The Department of Energy (DoE) has issued a directive to oil companies to start selling Euro 2 diesel even ahead of the Environment department’s say on the matter and going against the past administration’s drive to shift to the cleaner Euro 4.
In a press conference on Tuesday, Aug. 14, Energy Undersecretary Felix Wiliam B. Fuentebella said the rising prices of commodities had prompted the DoE’s order.
“We have a bigger problem to address . . . inflation,” he said.
He said DoE Secretary Alfonso G. Cusi had instructed the department to study options to lower commodity prices after the Office of the President pressed government agencies to address inflation.
He said the Euro 2 “option” does not violate health and environmental standards and gives consumers the choice to buy lower-cost diesel while helping the economy through the reduction of fuel prices by around P0.28 to P0.30 per liter.
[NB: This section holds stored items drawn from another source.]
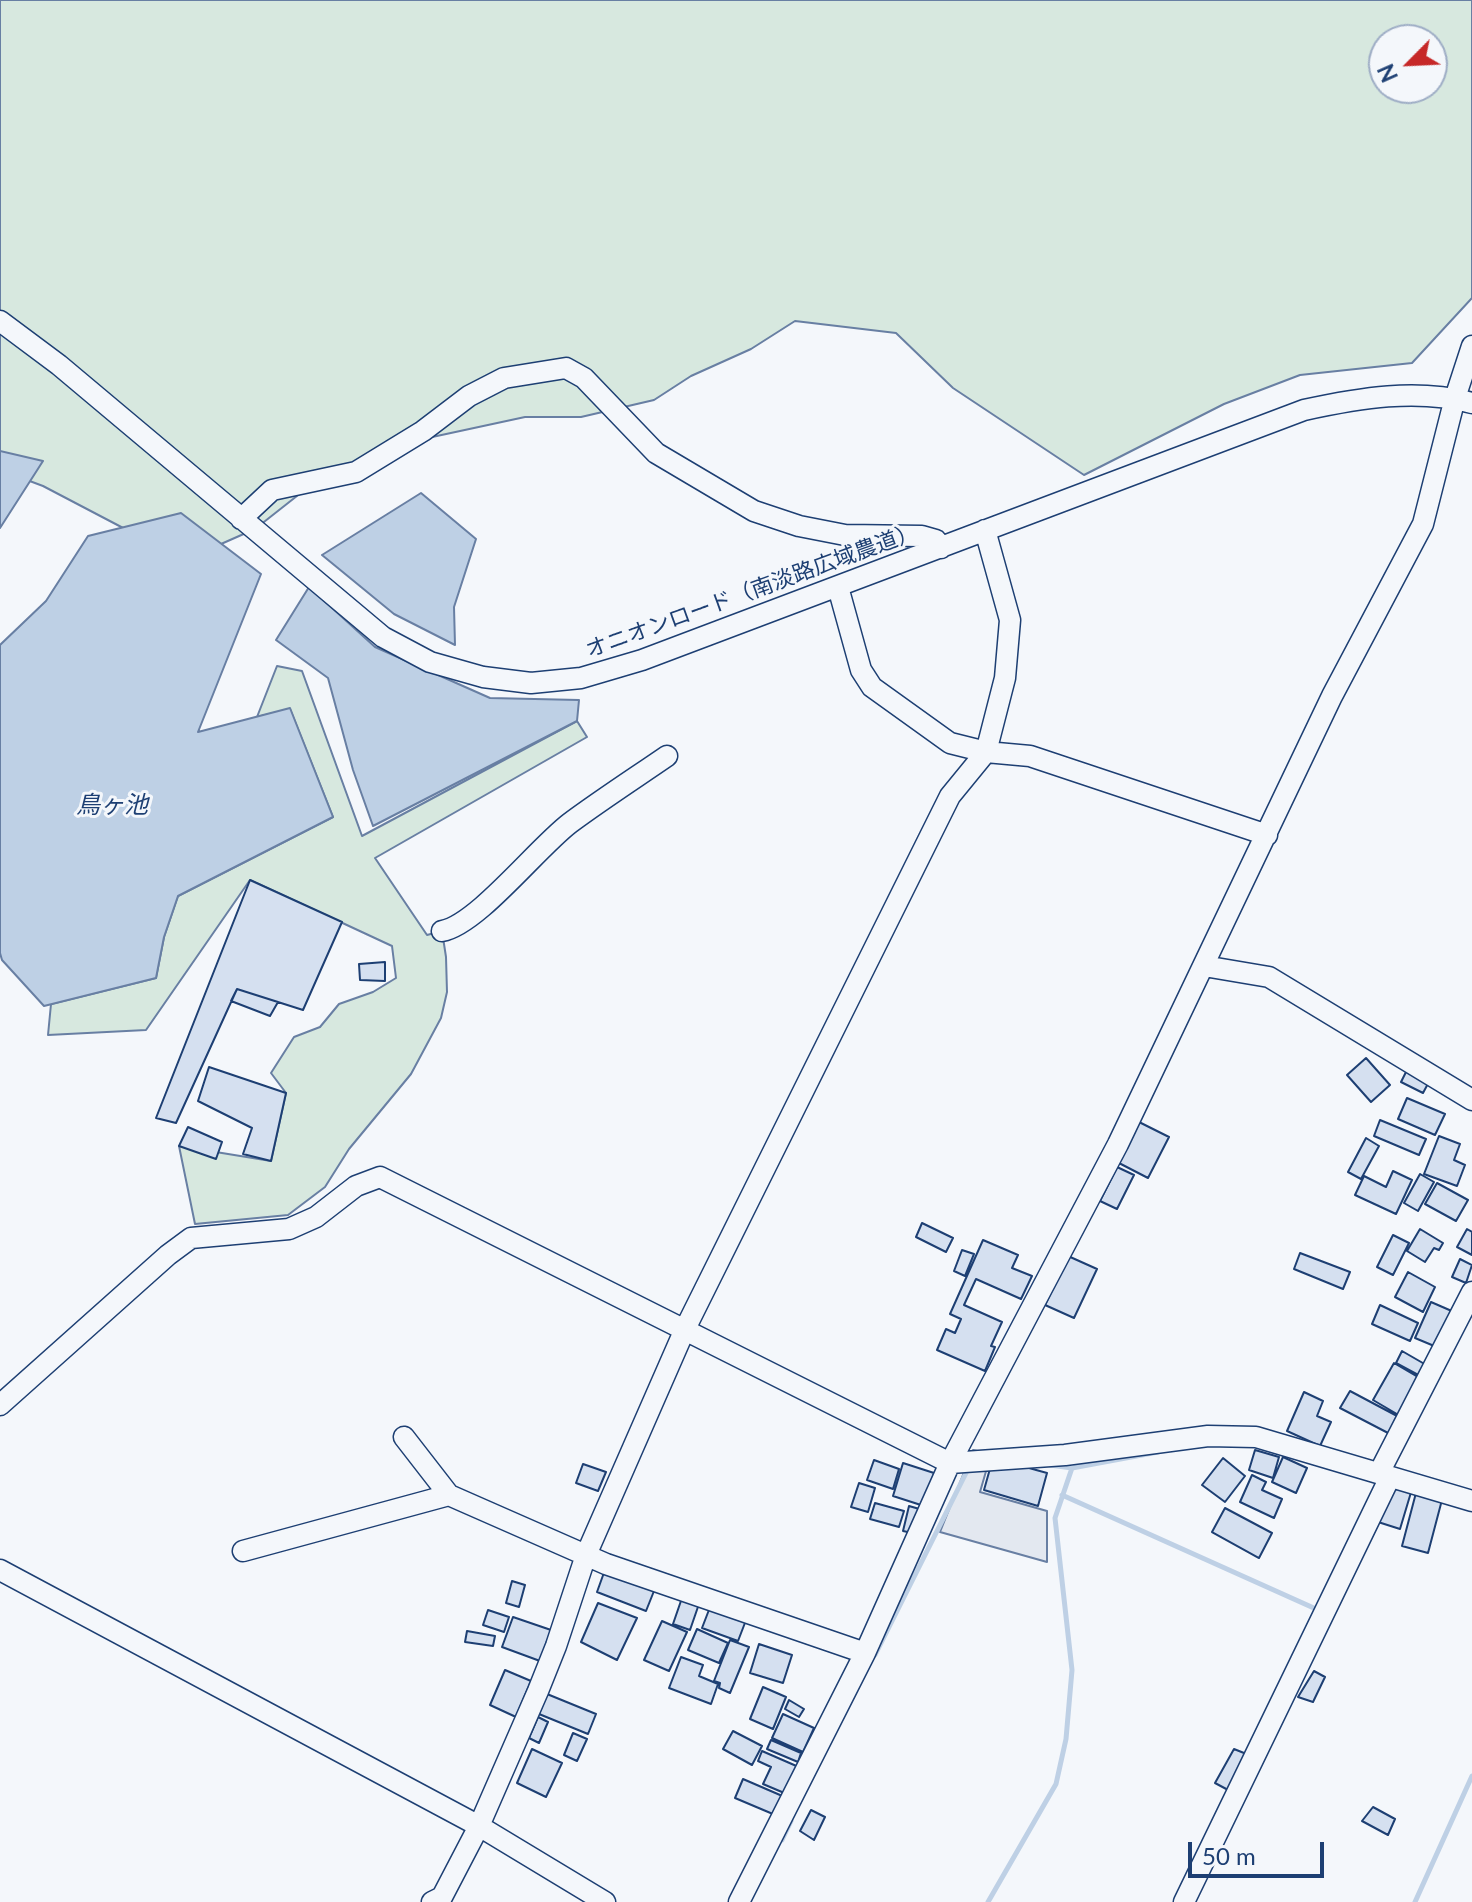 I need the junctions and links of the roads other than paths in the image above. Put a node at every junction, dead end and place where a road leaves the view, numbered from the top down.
1 (0, 321) edge
2 (1472, 346) edge
3 (1464, 401) edge
4 (241, 519) junction
5 (985, 530) junction
6 (941, 548) junction
7 (838, 587) junction
8 (986, 752) junction
9 (667, 756) dead end
10 (1267, 835) junction
11 (442, 931) dead end
12 (1204, 966) junction
13 (1472, 1100) edge
14 (1472, 1292) edge
15 (685, 1329) junction
16 (0, 1405) edge
17 (404, 1437) dead end
18 (950, 1463) junction
19 (1384, 1475) junction
20 (449, 1495) junction
21 (1472, 1501) edge
22 (243, 1551) dead end
23 (586, 1555) junction
24 (0, 1570) edge
25 (865, 1653) junction
26 (479, 1826) junction
27 (432, 1902) edge
28 (605, 1902) edge
29 (739, 1902) edge
30 (1184, 1902) edge

1 - 4 street, オニオンロード（南淡路広域農道）
2 - 3 street
3 - 5 street, オニオンロード（南淡路広域農道）
3 - 10 street
4 - 6 street
4 - 7 street, オニオンロード（南淡路広域農道）
5 - 6 street, オニオンロード（南淡路広域農道）
5 - 8 street
6 - 7 street, オニオンロード（南淡路広域農道）
7 - 8 street
8 - 10 street
8 - 15 street
9 - 11 street
10 - 12 street
12 - 13 street
12 - 18 street
14 - 19 street
15 - 16 street
15 - 18 street
15 - 23 street
17 - 20 street
18 - 19 street
18 - 25 street
19 - 21 street
19 - 30 street
20 - 22 street
20 - 23 street
23 - 25 street
23 - 26 street
24 - 26 street
25 - 29 street
26 - 27 street
26 - 28 street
Under the past administration, the DoE set Jan. 1, 2016 as the deadline for oil companies to upgrade to cleaner emission standards of fuel from Euro 2 to Euro 4, a globally accepted European emission standard for vehicles.
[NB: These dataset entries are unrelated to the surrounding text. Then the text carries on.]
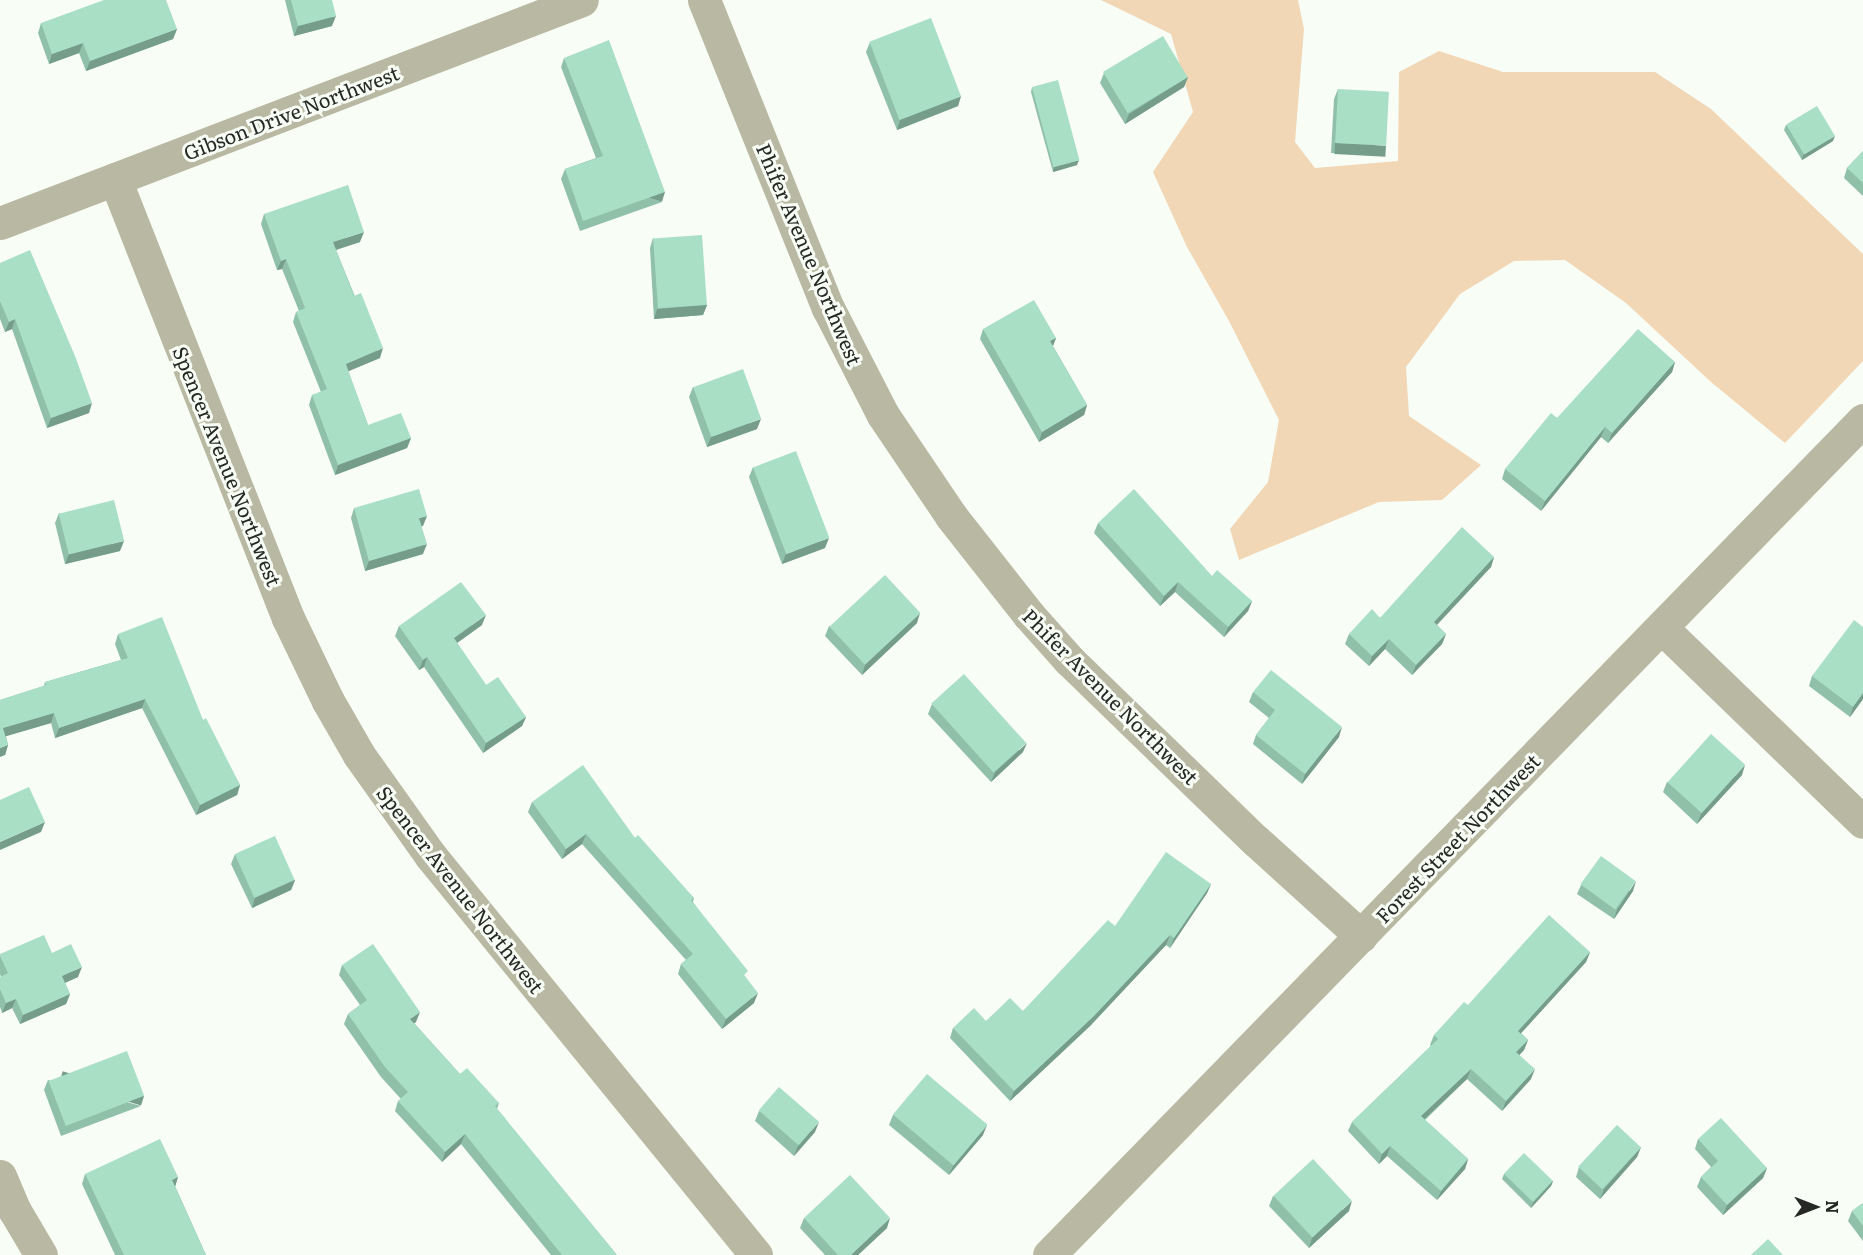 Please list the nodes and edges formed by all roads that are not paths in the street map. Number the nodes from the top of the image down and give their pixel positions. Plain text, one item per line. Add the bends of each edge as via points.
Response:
1 (582, 0) edge
2 (704, 0) edge
3 (115, 179) junction
4 (0, 223) edge
5 (1863, 420) edge
6 (1662, 628) junction
7 (1863, 822) edge
8 (1361, 936) junction
9 (0, 1176) edge
10 (41, 1255) edge
11 (756, 1255) edge
12 (1048, 1255) edge

1 - 3 street, Gibson Drive Northwest
2 - 8 street, Phifer Avenue Northwest via 828,308 883,415 951,516 1069,660 1255,840
3 - 4 street, Gibson Drive Northwest
3 - 11 street, Spencer Avenue Northwest via 288,618 359,755 430,855
5 - 6 street, Forest Street Northwest
6 - 7 street
6 - 8 street, Forest Street Northwest
8 - 12 street, Forest Street Northwest
9 - 10 street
Euro 4 requires the use of fuel with a significantly low sulfur of 0.005% or 50 parts per million, and benzene content at a maximum of 1%. Euro 2 fuels have up to 0.05% sulfur or 500 parts per million and up to 5% benzene.
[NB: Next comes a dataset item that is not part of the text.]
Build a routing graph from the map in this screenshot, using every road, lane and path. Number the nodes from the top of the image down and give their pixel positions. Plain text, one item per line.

Senator Sherwin T. Gatchalian, the Senate energy committee chair, said the first question to ask is whether the use of Euro 2 is compliant with the law. Many countries had even banned the fuel, he added.
“I know the Clean Air Act is already banning this type of dirty fuels. In fact, ‘yong mga tricyle natin karamihan ay pina-convert natin to Euro 4 (we have ordered many of our tricycles to convert to Euro 4). But going back to Euro 2 might have a problem with the [Act],” he said.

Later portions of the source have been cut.